Start of INFORMATION PROVIDED

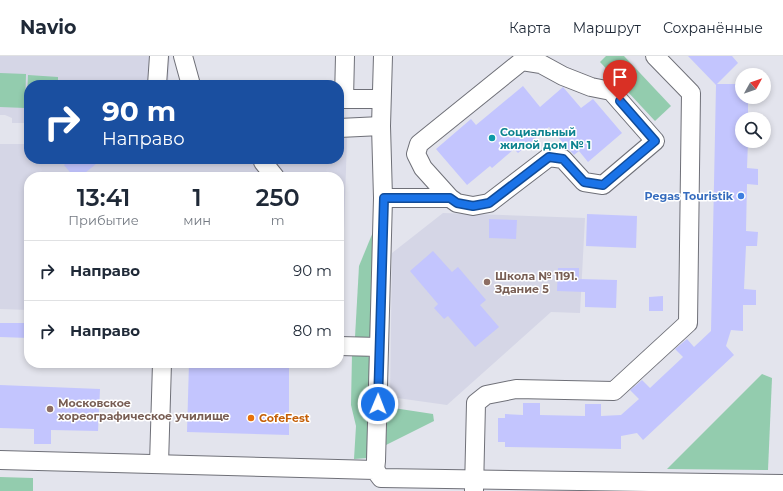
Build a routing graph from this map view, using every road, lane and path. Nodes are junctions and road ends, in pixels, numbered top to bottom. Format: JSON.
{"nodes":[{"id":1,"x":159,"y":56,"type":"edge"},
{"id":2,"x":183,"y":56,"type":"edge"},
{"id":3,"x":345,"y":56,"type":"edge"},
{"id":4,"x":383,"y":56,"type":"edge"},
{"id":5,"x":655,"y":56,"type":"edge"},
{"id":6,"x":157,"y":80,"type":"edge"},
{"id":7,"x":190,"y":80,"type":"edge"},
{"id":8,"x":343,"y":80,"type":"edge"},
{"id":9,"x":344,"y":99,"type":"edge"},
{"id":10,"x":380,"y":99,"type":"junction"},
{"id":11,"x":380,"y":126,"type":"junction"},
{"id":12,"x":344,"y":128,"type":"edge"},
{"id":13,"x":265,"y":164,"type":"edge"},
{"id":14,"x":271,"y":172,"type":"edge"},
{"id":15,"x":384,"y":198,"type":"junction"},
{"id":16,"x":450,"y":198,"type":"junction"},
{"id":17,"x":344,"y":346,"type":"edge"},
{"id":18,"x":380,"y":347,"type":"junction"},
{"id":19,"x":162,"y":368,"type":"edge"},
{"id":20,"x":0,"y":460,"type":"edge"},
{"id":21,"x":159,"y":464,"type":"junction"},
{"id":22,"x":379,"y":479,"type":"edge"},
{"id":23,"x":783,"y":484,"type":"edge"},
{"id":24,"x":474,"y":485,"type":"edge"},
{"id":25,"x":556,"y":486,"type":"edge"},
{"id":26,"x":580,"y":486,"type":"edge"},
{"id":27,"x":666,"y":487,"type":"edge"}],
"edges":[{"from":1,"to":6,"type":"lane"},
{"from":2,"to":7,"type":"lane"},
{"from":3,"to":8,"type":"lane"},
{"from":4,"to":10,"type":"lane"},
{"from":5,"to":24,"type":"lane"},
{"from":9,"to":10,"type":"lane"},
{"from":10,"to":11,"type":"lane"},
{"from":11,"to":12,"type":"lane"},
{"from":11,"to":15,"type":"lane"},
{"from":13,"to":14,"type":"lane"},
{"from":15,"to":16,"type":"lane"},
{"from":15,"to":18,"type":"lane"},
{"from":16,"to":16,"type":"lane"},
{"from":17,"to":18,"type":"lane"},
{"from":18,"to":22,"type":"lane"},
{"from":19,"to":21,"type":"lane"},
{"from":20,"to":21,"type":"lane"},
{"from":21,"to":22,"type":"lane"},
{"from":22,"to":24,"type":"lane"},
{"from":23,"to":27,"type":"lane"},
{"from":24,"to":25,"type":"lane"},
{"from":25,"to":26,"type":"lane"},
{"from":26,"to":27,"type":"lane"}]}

End of INFORMATION PROVIDED

— REQUIRED ACTION —
Only the pictures are to be dropped; the rest of the material above must be duplicated exactly.

— ANSWER FOR THE TASK —
Build a routing graph from this map view, using every road, lane and path. Nodes are junctions and road ends, in pixels, numbered top to bottom. Format: JSON.
{"nodes":[{"id":1,"x":159,"y":56,"type":"edge"},
{"id":2,"x":183,"y":56,"type":"edge"},
{"id":3,"x":345,"y":56,"type":"edge"},
{"id":4,"x":383,"y":56,"type":"edge"},
{"id":5,"x":655,"y":56,"type":"edge"},
{"id":6,"x":157,"y":80,"type":"edge"},
{"id":7,"x":190,"y":80,"type":"edge"},
{"id":8,"x":343,"y":80,"type":"edge"},
{"id":9,"x":344,"y":99,"type":"edge"},
{"id":10,"x":380,"y":99,"type":"junction"},
{"id":11,"x":380,"y":126,"type":"junction"},
{"id":12,"x":344,"y":128,"type":"edge"},
{"id":13,"x":265,"y":164,"type":"edge"},
{"id":14,"x":271,"y":172,"type":"edge"},
{"id":15,"x":384,"y":198,"type":"junction"},
{"id":16,"x":450,"y":198,"type":"junction"},
{"id":17,"x":344,"y":346,"type":"edge"},
{"id":18,"x":380,"y":347,"type":"junction"},
{"id":19,"x":162,"y":368,"type":"edge"},
{"id":20,"x":0,"y":460,"type":"edge"},
{"id":21,"x":159,"y":464,"type":"junction"},
{"id":22,"x":379,"y":479,"type":"edge"},
{"id":23,"x":783,"y":484,"type":"edge"},
{"id":24,"x":474,"y":485,"type":"edge"},
{"id":25,"x":556,"y":486,"type":"edge"},
{"id":26,"x":580,"y":486,"type":"edge"},
{"id":27,"x":666,"y":487,"type":"edge"}],
"edges":[{"from":1,"to":6,"type":"lane"},
{"from":2,"to":7,"type":"lane"},
{"from":3,"to":8,"type":"lane"},
{"from":4,"to":10,"type":"lane"},
{"from":5,"to":24,"type":"lane"},
{"from":9,"to":10,"type":"lane"},
{"from":10,"to":11,"type":"lane"},
{"from":11,"to":12,"type":"lane"},
{"from":11,"to":15,"type":"lane"},
{"from":13,"to":14,"type":"lane"},
{"from":15,"to":16,"type":"lane"},
{"from":15,"to":18,"type":"lane"},
{"from":16,"to":16,"type":"lane"},
{"from":17,"to":18,"type":"lane"},
{"from":18,"to":22,"type":"lane"},
{"from":19,"to":21,"type":"lane"},
{"from":20,"to":21,"type":"lane"},
{"from":21,"to":22,"type":"lane"},
{"from":22,"to":24,"type":"lane"},
{"from":23,"to":27,"type":"lane"},
{"from":24,"to":25,"type":"lane"},
{"from":25,"to":26,"type":"lane"},
{"from":26,"to":27,"type":"lane"}]}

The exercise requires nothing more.